### The problem
Read the records below and report each line in which "down" occurs.

### The records

==============================

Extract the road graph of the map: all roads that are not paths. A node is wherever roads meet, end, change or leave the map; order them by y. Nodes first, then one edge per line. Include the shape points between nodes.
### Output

==============================

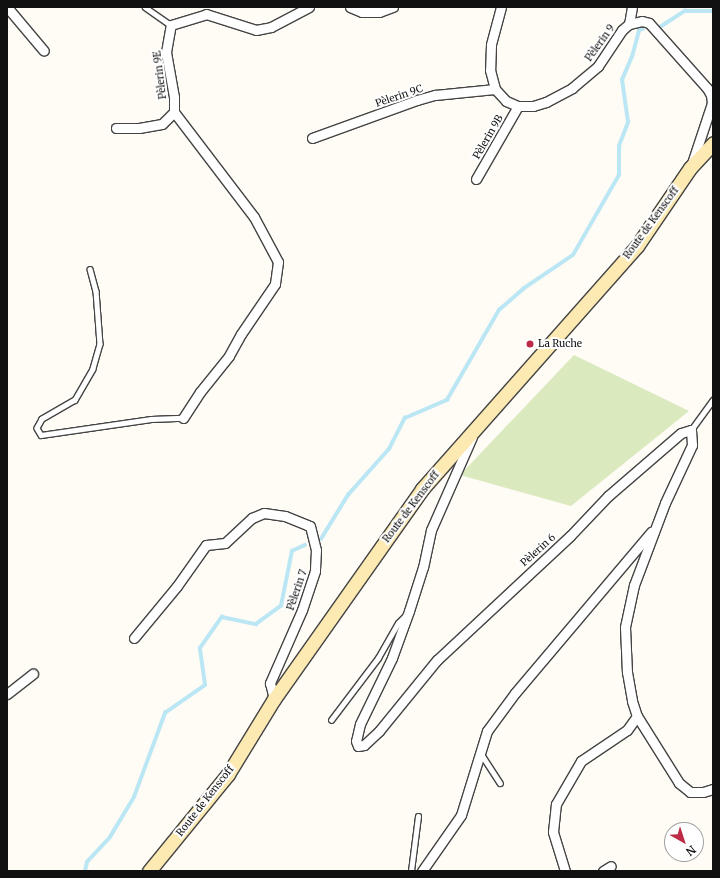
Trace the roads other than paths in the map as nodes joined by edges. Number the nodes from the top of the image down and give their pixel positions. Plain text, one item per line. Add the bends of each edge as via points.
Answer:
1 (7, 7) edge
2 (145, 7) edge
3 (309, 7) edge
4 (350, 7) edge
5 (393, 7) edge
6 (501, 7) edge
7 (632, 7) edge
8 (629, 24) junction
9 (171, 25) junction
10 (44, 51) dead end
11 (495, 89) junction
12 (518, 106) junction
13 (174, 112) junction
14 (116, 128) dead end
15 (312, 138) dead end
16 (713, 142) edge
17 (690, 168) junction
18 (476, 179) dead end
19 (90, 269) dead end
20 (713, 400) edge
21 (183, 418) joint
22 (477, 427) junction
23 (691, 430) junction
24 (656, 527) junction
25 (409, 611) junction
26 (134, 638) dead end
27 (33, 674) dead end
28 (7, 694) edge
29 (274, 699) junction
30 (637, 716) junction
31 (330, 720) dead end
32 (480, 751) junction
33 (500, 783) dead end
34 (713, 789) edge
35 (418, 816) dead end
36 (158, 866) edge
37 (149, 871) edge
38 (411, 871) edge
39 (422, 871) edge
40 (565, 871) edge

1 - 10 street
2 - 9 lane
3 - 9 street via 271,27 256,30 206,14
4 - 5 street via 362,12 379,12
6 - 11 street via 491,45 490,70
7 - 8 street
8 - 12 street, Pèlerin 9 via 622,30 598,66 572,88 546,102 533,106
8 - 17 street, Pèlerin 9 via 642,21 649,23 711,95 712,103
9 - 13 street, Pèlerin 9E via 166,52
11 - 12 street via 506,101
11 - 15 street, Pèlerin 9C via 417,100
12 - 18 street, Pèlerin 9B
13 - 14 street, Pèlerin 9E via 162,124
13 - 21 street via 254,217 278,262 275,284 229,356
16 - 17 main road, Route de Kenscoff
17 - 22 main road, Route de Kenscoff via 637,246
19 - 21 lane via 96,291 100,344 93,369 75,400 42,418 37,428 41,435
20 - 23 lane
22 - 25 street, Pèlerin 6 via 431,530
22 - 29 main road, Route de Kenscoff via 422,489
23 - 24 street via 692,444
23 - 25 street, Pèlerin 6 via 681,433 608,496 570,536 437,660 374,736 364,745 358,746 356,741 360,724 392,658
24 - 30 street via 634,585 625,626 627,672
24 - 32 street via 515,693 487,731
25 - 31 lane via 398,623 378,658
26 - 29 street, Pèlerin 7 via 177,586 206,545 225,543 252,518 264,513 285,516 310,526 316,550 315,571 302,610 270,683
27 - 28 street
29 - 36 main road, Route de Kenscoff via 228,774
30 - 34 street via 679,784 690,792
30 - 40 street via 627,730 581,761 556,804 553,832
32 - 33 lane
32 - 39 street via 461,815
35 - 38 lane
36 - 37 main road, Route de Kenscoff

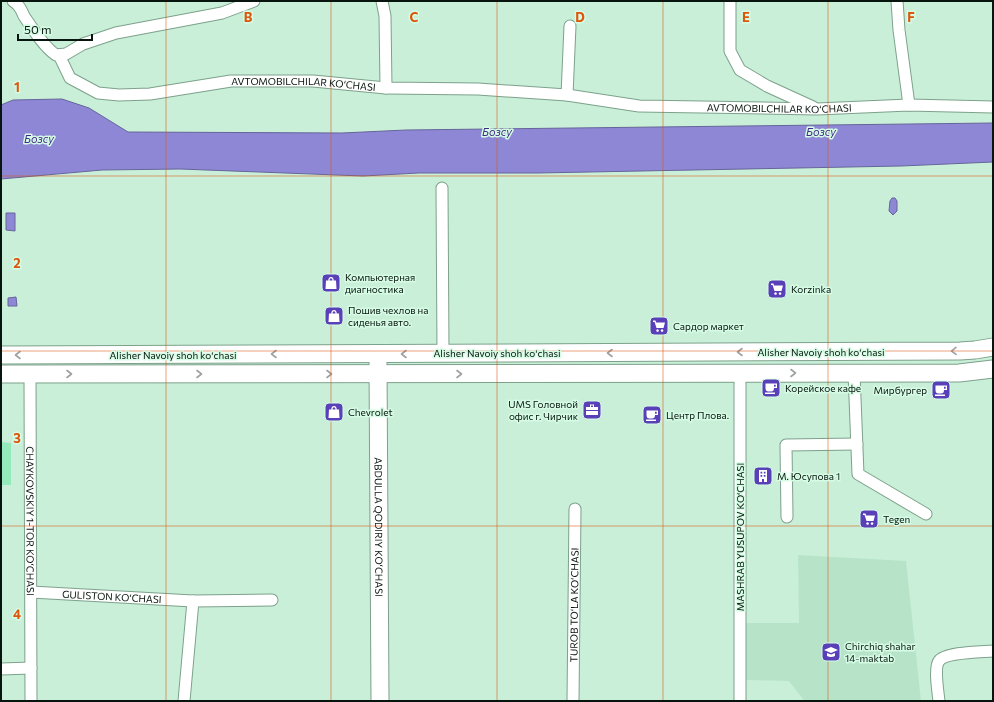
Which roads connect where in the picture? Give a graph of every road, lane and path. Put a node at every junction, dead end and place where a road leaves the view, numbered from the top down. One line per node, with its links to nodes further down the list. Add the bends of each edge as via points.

==============================

### Answer for this exercise
Trace the roads other than paths in the map as nodes joined by edges. Number the nodes from the top of the image down and give their pixel positions. Plain text, one item per line. Add the bends of each edge as via points.
Which roads connect where in the picture? Give a graph of every road, lane and path. Put a node at every junction, dead end and place where a road leaves the view, numbered from the top down. One line per node, with its links to nodes further down the list. Add the bends of each edge as via points.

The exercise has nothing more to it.